There is more than one musical way to skin the heartbreak cat. In the decade passed since Back to Black, the British pop narrative music has cultivated a side-line speciality in albums documenting the wrench of broken love. The break-up album is now its defining motif. When she began documenting her exact feelings in song for I Cry When I Laugh - a deliberate duality that speaks directly to her demeanour in person as in song - Jess Glynne decided to take an alternative, circuitous route to the searing piano ballads that are now our national pop default position. 'I wanted this record to be about hope,' she says.

Are we prepared for a twist on the maudlin, soulful sadness that has defined a decade? Are we ready for euphoric heartbreak? It's a gamble Jess has delivered with crystalline precision for her debut, bounding through the tears, always keeping one eye on the plain fact that out of sorrow happiness can happen, that the two might perhaps be closer than we think. Yes, she worries that an upbeat record dealing with downbeat emotional landscapes will be taken less seriously. 'You never know.' But if it makes sense to Jess, and if she delivers it with enough powerhouse hooks, irresistible melodic structures and sings her life without cynicism, straight from the heart, how can it really fail?

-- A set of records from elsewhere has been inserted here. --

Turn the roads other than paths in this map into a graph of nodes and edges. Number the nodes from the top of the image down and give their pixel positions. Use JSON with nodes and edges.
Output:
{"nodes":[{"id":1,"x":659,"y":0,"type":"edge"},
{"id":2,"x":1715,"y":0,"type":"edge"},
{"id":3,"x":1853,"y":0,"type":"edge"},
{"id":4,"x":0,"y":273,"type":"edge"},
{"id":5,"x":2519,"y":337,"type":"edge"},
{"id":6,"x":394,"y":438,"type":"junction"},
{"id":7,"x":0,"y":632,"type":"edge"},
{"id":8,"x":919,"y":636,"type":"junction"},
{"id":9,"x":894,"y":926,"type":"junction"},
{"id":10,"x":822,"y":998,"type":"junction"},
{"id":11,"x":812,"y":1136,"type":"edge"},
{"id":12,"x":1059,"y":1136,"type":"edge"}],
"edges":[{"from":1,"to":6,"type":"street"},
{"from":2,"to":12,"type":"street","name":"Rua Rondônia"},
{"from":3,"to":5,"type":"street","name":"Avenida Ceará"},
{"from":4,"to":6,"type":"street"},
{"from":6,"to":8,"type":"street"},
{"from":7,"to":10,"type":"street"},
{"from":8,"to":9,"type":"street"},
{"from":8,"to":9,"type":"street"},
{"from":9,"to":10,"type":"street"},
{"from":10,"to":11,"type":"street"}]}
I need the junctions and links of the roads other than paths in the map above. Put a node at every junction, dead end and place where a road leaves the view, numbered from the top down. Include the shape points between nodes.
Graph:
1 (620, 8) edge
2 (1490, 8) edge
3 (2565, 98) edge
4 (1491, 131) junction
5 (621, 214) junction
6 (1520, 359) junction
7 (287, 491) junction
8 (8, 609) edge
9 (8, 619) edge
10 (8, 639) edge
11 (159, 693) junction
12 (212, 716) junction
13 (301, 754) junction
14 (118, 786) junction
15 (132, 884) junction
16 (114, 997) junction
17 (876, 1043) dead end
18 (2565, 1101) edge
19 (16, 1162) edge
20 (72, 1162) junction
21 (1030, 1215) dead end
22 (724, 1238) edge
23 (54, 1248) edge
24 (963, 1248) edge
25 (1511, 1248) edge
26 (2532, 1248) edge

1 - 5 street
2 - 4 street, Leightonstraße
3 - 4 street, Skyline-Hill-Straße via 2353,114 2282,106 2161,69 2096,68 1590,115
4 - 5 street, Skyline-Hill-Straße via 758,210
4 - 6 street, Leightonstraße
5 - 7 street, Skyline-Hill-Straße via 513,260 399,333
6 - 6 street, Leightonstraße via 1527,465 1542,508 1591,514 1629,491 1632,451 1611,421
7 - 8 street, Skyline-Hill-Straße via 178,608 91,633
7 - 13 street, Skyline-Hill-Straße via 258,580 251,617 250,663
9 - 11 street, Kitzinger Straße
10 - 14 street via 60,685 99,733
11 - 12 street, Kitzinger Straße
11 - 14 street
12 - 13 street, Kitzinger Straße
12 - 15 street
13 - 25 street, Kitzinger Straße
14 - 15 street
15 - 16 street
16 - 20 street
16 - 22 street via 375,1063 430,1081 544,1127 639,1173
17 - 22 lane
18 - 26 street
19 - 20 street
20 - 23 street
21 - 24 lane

'I needed to believe in it,' she says. 'I needed the record to tell a story. I needed it to feel like me.' By looking inwards she hopes to reach out. 'This album is about a girl who was a happy-go-lucky person, a bit of trouble, got her heart-broken and found her way through that not by being sad but by seeing hope and not letting it overtake her. I've been through amazing things on that journey. I'm now sitting here with my album and it couldn't feel better.'

Given her propulsive hit ratio so far, the initial suspicion is that I Cry When I Laugh could represent a sea-change at the upper tier of the international listening palate. 'I listen to artists who are amazing at channelling their sadness,' she explains. She mentions Jazmine Sullivan, Lauryn Hill, Emelie Sande. 'There's this complete heartbreak which is drawn so amazingly. I've had that emotion but I'm not wallowing in it. I didn't have a chance to wallow. Life goes on, no matter what situation you're in. You can always see the light at the end of the tunnel. It's about seeing the good in something. It's not a heartbreak album in the traditional sense. I wanted it to be about feeling good about yourself, about moving forward.'

The four songs at the heart of I Cry When I Laugh are divined from one rewarding, traumatic, consuming affair. Hold My Hand you will already know, a genuine sales and radio goliath, a connection hit that aimed straight for the collective brain and hit on-target. It feels as it speaks, an anthem to positivity and personal communion and was written with Jess's most consistent collaborator and musical soul sister, Janée "Jin Jin" Bennett. 'We were both going through a rough time. Believe me. We hold each other's hand, put our cheek's on each other's cheeks, sit on one another's laps. I was having quite a lot of anxiety after having had such a mad year. That was what the song was about. Hold me and tell me everything's going to be OK. Getting a hug and feeling like you can take on the world.' The last song to be completed for the record, it is the spring in the set's step.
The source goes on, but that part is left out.